Records from a data source:
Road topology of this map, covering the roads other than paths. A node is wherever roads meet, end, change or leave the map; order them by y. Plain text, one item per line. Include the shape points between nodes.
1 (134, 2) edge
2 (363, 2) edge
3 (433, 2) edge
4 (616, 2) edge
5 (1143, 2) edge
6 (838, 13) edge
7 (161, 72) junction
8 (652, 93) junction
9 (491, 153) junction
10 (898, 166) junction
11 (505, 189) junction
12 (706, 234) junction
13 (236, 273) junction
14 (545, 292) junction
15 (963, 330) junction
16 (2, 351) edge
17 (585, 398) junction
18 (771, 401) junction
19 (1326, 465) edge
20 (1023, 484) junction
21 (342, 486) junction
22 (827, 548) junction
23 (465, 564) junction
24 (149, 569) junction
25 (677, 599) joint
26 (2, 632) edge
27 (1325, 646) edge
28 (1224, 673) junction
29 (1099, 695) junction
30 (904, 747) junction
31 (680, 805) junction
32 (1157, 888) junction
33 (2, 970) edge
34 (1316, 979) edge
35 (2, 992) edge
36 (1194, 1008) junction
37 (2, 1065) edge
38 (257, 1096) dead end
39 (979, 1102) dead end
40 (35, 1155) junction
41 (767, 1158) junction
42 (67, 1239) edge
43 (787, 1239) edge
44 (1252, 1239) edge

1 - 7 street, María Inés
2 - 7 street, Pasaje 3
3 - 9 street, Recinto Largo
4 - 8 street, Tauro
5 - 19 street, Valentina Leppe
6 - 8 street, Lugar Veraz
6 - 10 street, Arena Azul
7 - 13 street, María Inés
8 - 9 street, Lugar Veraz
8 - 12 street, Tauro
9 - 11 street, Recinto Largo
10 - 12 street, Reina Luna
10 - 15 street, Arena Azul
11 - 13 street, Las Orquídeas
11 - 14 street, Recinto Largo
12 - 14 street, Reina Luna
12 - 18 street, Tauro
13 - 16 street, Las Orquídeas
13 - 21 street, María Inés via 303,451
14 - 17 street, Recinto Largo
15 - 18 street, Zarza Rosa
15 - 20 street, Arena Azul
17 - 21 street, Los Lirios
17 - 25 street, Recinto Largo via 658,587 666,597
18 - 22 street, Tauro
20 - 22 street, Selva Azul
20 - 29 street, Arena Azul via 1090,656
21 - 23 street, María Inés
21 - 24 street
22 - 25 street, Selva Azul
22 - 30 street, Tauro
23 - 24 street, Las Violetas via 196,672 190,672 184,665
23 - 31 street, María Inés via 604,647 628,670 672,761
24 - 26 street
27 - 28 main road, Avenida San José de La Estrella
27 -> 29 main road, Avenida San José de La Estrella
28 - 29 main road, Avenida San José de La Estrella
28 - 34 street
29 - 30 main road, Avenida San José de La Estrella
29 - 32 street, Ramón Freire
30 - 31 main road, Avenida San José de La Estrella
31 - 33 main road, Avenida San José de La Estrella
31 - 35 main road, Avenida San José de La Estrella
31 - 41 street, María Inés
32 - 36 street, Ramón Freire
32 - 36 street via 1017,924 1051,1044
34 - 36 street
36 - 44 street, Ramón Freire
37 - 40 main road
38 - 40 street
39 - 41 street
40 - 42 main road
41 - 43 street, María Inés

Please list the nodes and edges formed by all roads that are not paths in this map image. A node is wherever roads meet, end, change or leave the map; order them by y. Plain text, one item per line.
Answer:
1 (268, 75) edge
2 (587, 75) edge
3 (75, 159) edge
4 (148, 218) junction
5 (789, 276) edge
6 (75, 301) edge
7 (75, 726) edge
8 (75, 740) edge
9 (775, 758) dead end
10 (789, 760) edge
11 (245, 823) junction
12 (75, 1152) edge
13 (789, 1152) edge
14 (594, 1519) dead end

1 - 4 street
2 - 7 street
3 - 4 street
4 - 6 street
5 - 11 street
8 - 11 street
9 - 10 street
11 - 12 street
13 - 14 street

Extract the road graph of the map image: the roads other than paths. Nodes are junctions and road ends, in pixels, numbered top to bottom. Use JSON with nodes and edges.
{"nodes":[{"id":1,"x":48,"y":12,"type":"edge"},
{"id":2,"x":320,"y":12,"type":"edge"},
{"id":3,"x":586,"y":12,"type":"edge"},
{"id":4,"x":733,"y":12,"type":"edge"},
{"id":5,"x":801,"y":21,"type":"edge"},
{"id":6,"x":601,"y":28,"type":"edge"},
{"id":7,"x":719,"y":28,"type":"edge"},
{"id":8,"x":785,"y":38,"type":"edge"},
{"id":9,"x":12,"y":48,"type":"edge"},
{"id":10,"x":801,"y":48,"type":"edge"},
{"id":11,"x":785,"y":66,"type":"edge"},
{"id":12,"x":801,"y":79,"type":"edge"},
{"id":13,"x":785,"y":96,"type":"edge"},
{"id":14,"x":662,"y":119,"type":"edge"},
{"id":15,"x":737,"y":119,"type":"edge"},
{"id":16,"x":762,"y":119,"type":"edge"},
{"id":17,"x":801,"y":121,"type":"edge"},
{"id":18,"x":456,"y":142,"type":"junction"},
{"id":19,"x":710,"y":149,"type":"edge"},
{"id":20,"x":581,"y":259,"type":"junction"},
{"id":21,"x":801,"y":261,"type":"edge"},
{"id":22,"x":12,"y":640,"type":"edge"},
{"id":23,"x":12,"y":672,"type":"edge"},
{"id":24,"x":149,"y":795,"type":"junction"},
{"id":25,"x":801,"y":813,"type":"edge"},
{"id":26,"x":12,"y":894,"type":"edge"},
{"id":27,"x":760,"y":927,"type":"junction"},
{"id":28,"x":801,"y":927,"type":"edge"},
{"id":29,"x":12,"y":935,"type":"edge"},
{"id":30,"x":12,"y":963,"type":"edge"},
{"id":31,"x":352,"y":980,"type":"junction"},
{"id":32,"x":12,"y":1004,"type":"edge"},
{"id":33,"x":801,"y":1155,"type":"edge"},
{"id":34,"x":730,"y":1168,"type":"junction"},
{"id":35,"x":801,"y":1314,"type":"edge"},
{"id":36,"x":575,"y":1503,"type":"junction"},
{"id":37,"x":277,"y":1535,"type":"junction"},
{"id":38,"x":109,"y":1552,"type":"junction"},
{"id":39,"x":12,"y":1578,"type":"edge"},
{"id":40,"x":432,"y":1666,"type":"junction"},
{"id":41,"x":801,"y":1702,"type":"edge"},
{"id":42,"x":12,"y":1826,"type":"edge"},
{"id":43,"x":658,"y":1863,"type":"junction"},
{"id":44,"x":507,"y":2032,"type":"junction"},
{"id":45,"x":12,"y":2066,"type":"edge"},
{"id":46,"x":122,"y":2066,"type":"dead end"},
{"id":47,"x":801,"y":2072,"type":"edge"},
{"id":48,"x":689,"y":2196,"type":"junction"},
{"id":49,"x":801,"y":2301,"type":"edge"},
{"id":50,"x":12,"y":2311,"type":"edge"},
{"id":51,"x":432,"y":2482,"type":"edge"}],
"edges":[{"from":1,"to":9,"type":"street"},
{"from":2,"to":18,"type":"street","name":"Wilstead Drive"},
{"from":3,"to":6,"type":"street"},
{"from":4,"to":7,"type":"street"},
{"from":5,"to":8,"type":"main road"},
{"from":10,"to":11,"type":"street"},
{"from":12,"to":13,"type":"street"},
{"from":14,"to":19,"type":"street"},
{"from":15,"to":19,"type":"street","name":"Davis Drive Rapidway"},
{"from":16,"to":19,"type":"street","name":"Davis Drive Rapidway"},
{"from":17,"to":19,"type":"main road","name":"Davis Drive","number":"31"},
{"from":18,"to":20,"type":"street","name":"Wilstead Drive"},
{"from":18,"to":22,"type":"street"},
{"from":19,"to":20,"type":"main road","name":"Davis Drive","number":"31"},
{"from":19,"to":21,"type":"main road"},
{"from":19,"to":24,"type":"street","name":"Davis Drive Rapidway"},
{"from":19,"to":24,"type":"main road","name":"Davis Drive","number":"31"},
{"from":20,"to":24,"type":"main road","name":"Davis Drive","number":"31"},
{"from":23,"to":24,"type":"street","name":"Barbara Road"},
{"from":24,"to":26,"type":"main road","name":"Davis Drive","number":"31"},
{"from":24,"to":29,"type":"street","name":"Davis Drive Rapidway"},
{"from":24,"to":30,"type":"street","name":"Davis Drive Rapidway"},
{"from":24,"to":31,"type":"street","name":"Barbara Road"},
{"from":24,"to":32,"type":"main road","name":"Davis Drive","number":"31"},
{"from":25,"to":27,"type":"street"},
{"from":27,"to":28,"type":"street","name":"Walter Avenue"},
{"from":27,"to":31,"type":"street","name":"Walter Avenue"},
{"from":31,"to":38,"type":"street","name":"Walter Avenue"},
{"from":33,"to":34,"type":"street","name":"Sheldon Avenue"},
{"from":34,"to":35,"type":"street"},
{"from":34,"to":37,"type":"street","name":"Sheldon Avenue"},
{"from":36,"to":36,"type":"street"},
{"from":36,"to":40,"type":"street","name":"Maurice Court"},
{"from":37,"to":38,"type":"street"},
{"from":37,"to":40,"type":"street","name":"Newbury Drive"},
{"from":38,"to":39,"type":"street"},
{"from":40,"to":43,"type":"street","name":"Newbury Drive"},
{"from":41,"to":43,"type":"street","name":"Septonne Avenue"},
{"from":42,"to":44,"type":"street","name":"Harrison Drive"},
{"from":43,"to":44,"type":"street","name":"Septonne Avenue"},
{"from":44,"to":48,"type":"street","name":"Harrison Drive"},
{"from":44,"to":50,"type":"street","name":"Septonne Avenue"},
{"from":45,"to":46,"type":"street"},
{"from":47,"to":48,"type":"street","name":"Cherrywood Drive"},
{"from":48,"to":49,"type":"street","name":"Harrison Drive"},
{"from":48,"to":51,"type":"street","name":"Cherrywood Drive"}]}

Task:
Look through the records and copy down every line that holds "Barbara".

Task result:
{"from":23,"to":24,"type":"street","name":"Barbara Road"},
{"from":24,"to":31,"type":"street","name":"Barbara Road"},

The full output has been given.